Going through the entries below, count each line that holds "pixel" and give only the total.

**Records provided**

____________

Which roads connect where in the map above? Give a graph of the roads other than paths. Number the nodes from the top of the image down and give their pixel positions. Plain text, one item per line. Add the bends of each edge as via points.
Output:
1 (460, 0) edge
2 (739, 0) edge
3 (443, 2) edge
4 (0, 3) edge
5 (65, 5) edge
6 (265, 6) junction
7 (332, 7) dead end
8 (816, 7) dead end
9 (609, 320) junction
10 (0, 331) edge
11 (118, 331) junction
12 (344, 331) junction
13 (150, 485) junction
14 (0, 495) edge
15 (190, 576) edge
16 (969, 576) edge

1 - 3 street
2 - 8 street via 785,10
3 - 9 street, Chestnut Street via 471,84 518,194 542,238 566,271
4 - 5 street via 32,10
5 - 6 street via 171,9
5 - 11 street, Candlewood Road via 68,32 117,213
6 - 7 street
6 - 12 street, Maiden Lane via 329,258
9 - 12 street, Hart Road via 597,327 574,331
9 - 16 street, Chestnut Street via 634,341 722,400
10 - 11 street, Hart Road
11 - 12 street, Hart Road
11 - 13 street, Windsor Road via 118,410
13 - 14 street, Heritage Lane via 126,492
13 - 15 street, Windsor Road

____________

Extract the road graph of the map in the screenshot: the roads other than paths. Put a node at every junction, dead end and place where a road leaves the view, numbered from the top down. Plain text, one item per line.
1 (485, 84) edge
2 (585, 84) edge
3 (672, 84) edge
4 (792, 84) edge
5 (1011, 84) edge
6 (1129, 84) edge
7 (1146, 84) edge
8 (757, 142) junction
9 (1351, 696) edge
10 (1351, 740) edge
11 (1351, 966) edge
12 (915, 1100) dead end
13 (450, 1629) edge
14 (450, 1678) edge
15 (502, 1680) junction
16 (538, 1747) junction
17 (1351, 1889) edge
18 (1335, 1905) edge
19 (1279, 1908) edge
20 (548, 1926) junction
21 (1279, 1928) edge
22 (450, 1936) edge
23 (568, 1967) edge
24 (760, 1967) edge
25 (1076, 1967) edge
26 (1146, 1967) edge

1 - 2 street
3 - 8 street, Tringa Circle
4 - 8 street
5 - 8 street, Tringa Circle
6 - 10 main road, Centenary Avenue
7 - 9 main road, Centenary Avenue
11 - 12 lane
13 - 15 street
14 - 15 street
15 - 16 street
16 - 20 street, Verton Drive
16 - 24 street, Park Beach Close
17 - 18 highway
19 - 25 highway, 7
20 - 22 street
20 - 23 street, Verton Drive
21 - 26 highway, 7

____________

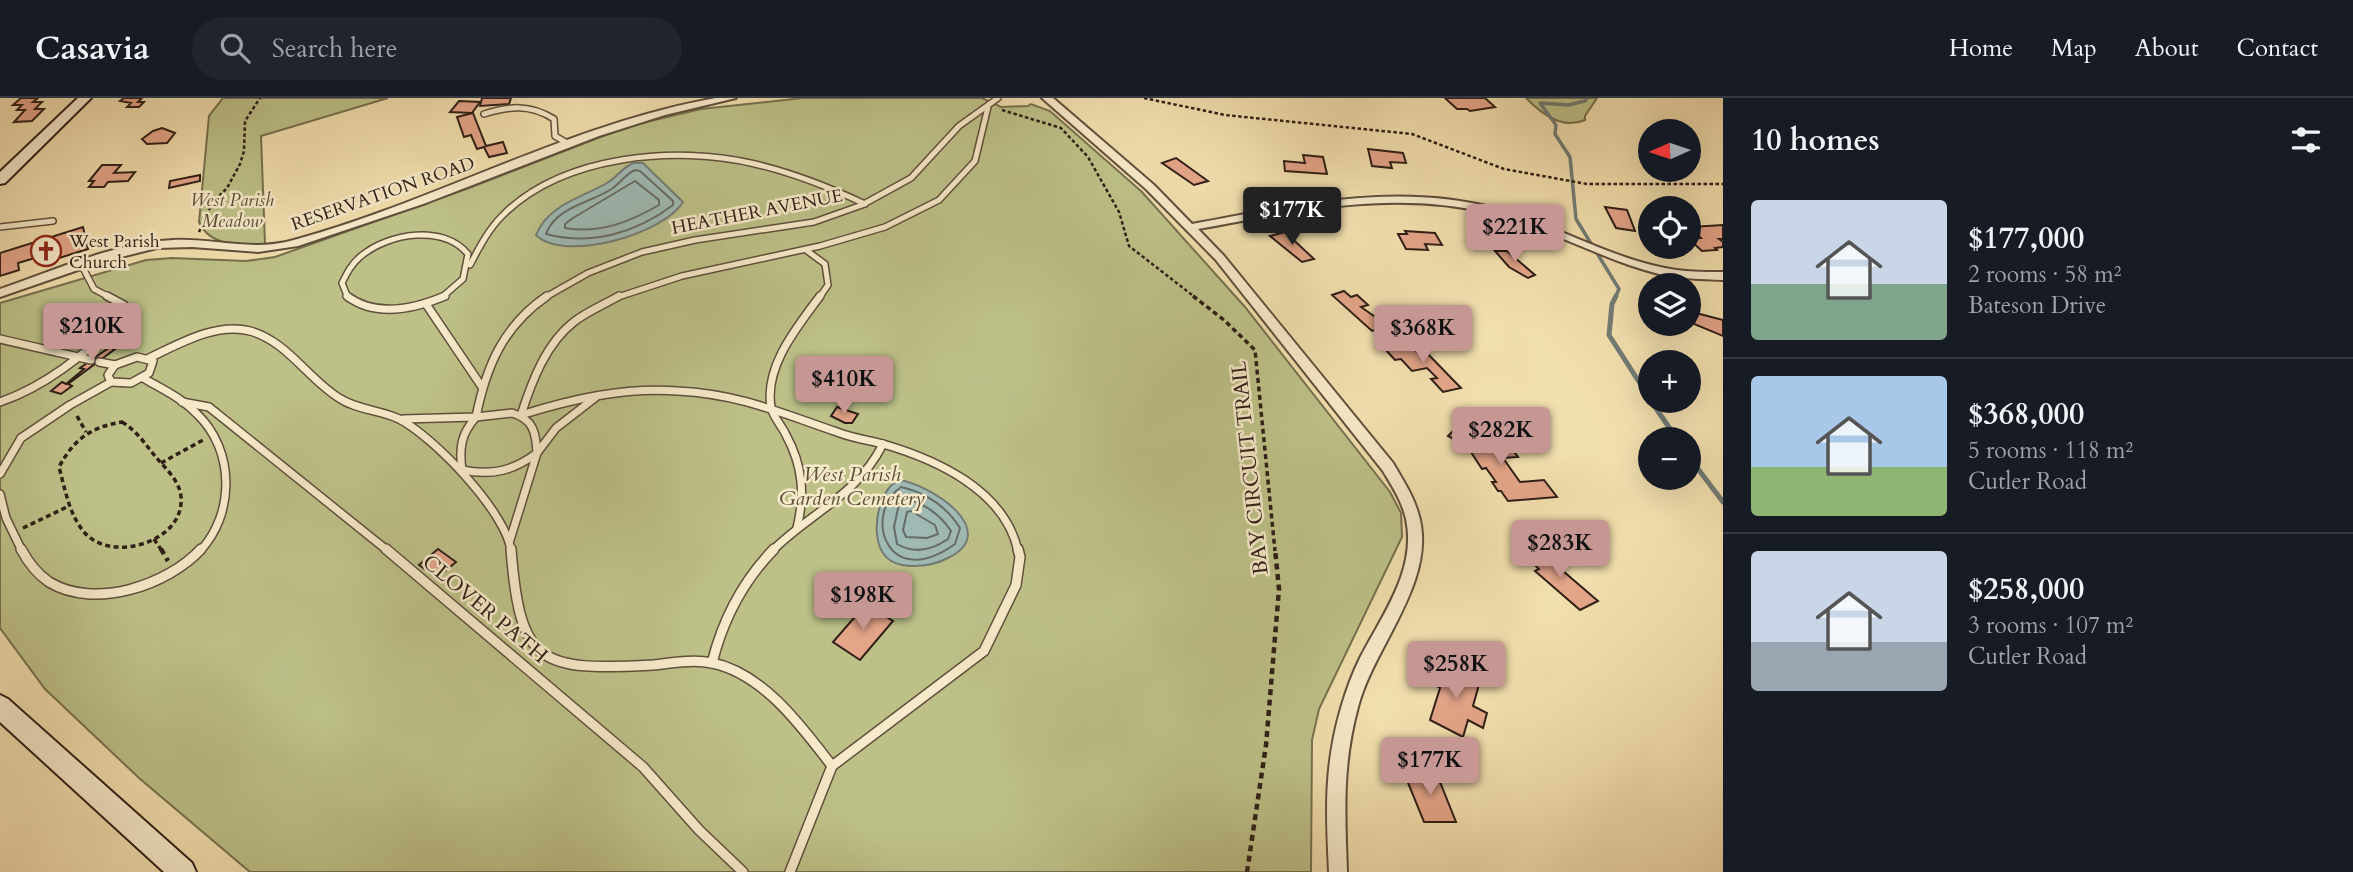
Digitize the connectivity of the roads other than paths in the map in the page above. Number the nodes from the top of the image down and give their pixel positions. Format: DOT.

____________

**Reply**
2